Jacques Monnerie, nervioso, comenzó a atar cabos.

– Dígame una cosa, ¿es usted masón, señor Charpentier? -preguntó a bocajarro.

– Puede decirse que algo así. Tuve antepasados albañiles trabajando en las catedrales. Y eso, literalmente, es un maçon, ¿no es cierto?

– Lo que no termino de entender -le atajó grave-, es por qué me pone usted al corriente de todo esto. ¿Qué espera que haga?

– Quiero que viaje urgentemente a Amiens, que es a donde sabemos que se dirige Michel Témoin en estos momentos. Debe ganarse su confianza, contarle lo que sabe, y cancelar su investigación. Es fácil, ¿no?

– ¿Sólo eso?

– Retirándolo de la escena, nuestros adversarios perderán la principal guía que tienen ahora para descubrir el emplazamiento de la fuente de los supertalismanes, y su secreto permanecerá a salvo mucho tiempo más.

– ¿Y no va a avisar a la policía?

– Témoin ya ha alertado a la gendarmería de Chartres sobre lo ocurrido, pero no creo que sepan muy bien qué hacer con este caso. Nosotros nos ocuparemos de rescatar a Letizia.

– ¿Cómo puede estar tan seguro?

– Ella lleva encima un micrófono con un localizador. No se preocupe. Es cosa nuestra.

Charpentier giró sobre sus talones y tomó un libro de la estantería de caoba que tenía detrás de su escritorio.

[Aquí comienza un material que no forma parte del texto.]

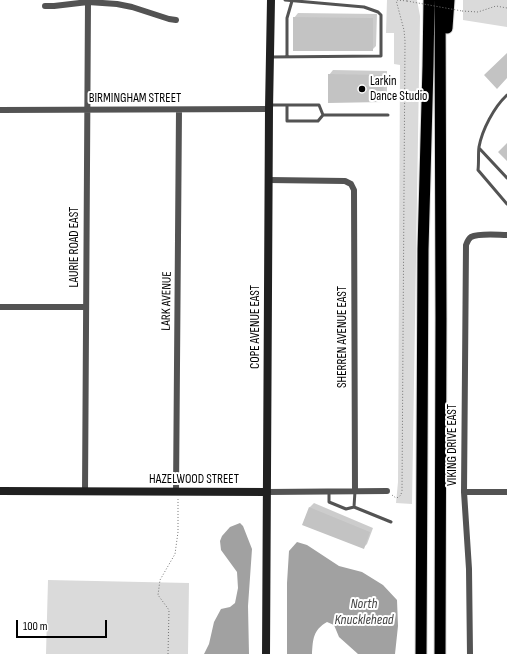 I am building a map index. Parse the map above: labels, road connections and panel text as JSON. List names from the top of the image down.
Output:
{
  "streets": {
    "street": [
      "BIRMINGHAM STREET",
      "LAURIE ROAD EAST",
      "LARK AVENUE",
      "COPE AVENUE EAST",
      "SHERREN AVENUE EAST",
      "VIKING DRIVE EAST",
      "HAZELWOOD STREET"
    ]
  },
  "crossings": [
    ["BIRMINGHAM STREET", "LAURIE ROAD EAST"],
    ["BIRMINGHAM STREET", "LARK AVENUE"],
    ["BIRMINGHAM STREET", "COPE AVENUE EAST"],
    ["LAURIE ROAD EAST", "HAZELWOOD STREET"],
    ["LARK AVENUE", "HAZELWOOD STREET"],
    ["COPE AVENUE EAST", "SHERREN AVENUE EAST"],
    ["COPE AVENUE EAST", "HAZELWOOD STREET"],
    ["SHERREN AVENUE EAST", "HAZELWOOD STREET"]
  ],
  "water": ["North Knucklehead"],
  "places": ["Larkin Dance Studio"],
  "scale_bar": "100 m"
} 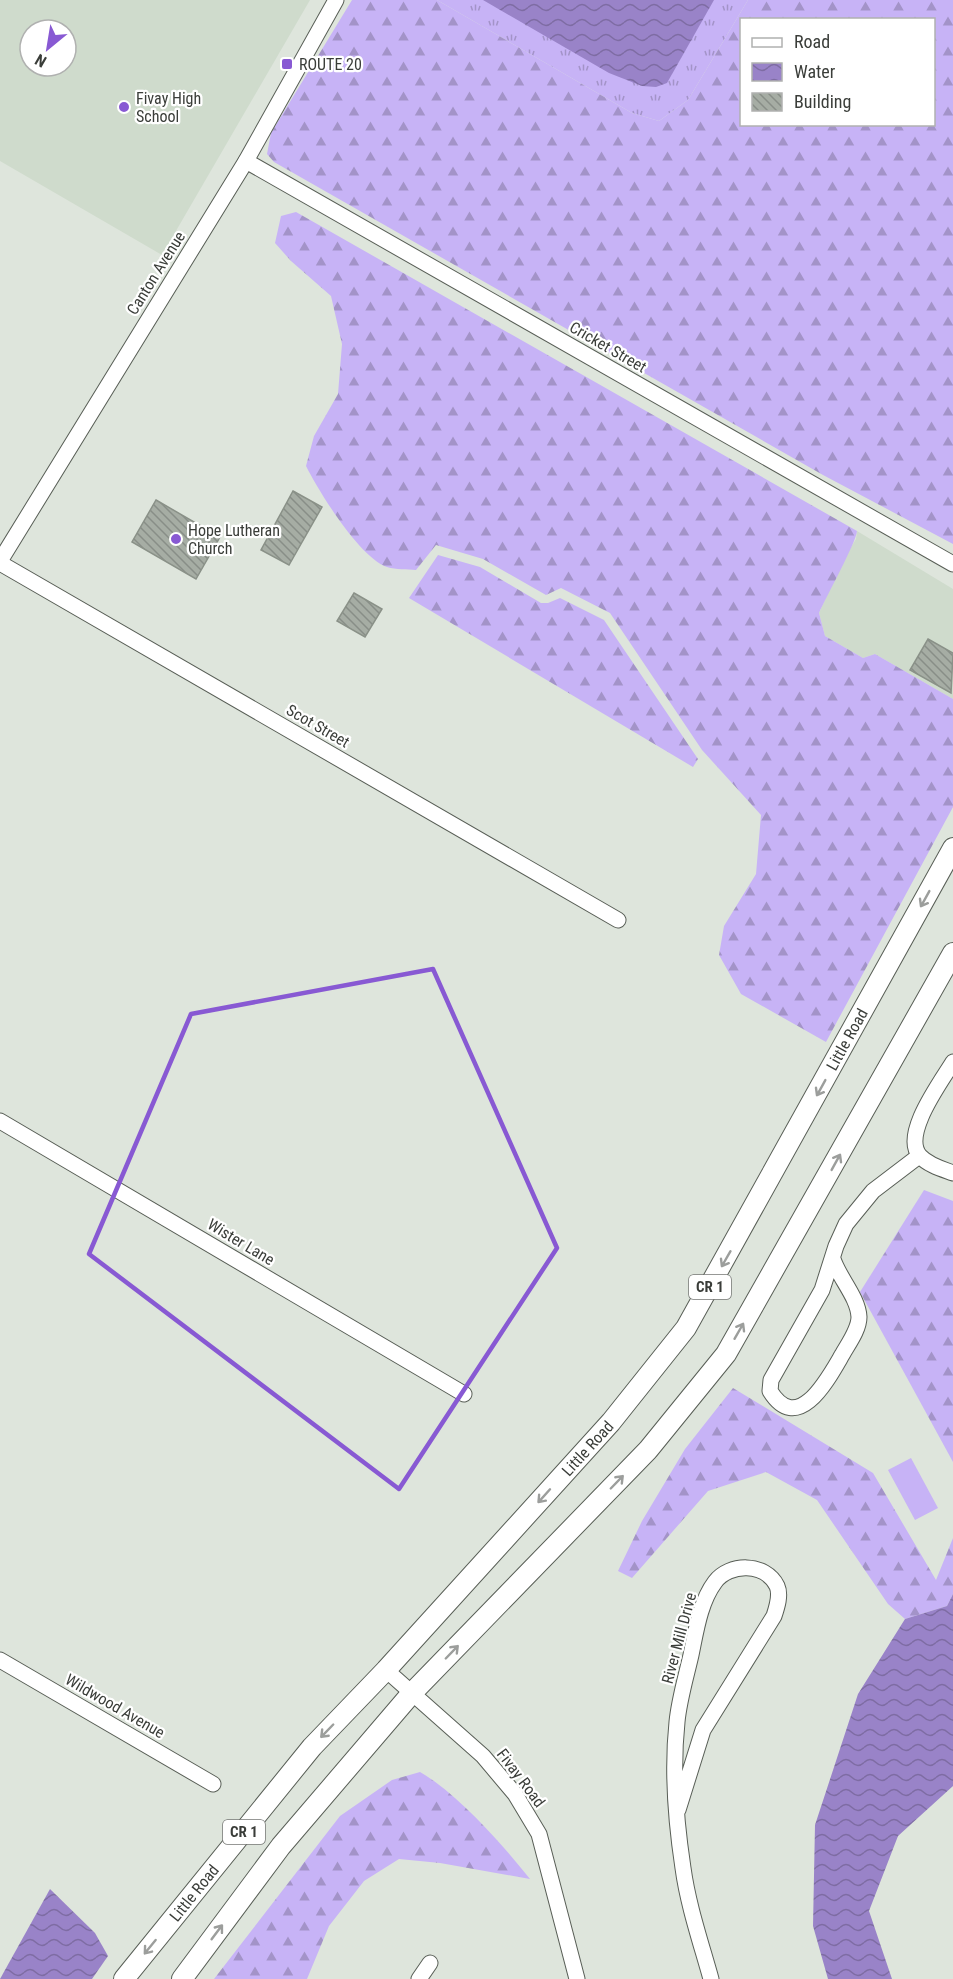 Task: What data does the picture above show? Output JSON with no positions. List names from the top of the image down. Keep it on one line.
{"streets":{"main road":["Little Road","CR 1"],"street":["Canton Avenue","Cricket Street","Scot Street","Wister Lane","River Mill Drive","Wildwood Avenue","Fivay Road"]},"crossings":[["Canton Avenue","Cricket Street"],["Canton Avenue","Scot Street"],["Little Road","Fivay Road"],["CR 1","Fivay Road"]],"places":{"transit":["ROUTE 20"],"other":["Fivay High School","Hope Lutheran Church"]},"legend":["Road","Water","Building"],"north":"bottom left"}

Era un volumen de tamaño medio, encuadernado en rústica, que acarició con dulzura, como si aquel tomo pudiera hacerle olvidar sus preocupaciones.

– ¿Lee usted español? -dijo, desempolvándolo.

– Algo. He veraneado desde niño en la Costa Brava, y allí aprendí algunas nociones básicas.

– Entonces, léase esto por el camino. Un coche de la Fundación le llevará ahora mismo hasta Amiens. Encuentre a Témoin y sáquele de allí.

Meteor man tomó el libro entre sus manos, y sin siquiera mirarlo, formuló su última duda a monsieur Charpentier.

– ¿Y la medalla? ¿Dice algo más de por qué se activa ese superamuleto de las catedrales? ¿Y qué clase de «cosa» es lo que lo activa?

El gordo le miró de reojo.

– Lamento no poder responderle a eso. Comprenda que no le diga nada más hasta no estar seguros de que su empleado ha abandonado totalmente su investigación.

Jacques Monnerie bajó la mirada en señal de asentimiento, echando un vistazo fugaz a la portada del libro que tenía en sus manos. El dibujo de un mago de barbas largas sosteniendo un papiro con su mano derecha y una pluma con la izquierda, coronaba el título del volumen: Picatrix. El fin del sabio y el mejor de los dos medios para avanzar.

– ¡A saber! -refunfuñó para sus adentros.

– Léalo -insistió el gordo-. Marsilio Ficino se inspiró en él y en el Corpus Herméticum para componer su tratado sobre talismanes De vita coelitus comparanda. ¿Sabe lo que significa?

– Ni idea.

– «Sobre cómo apresar la vida de las estrellas».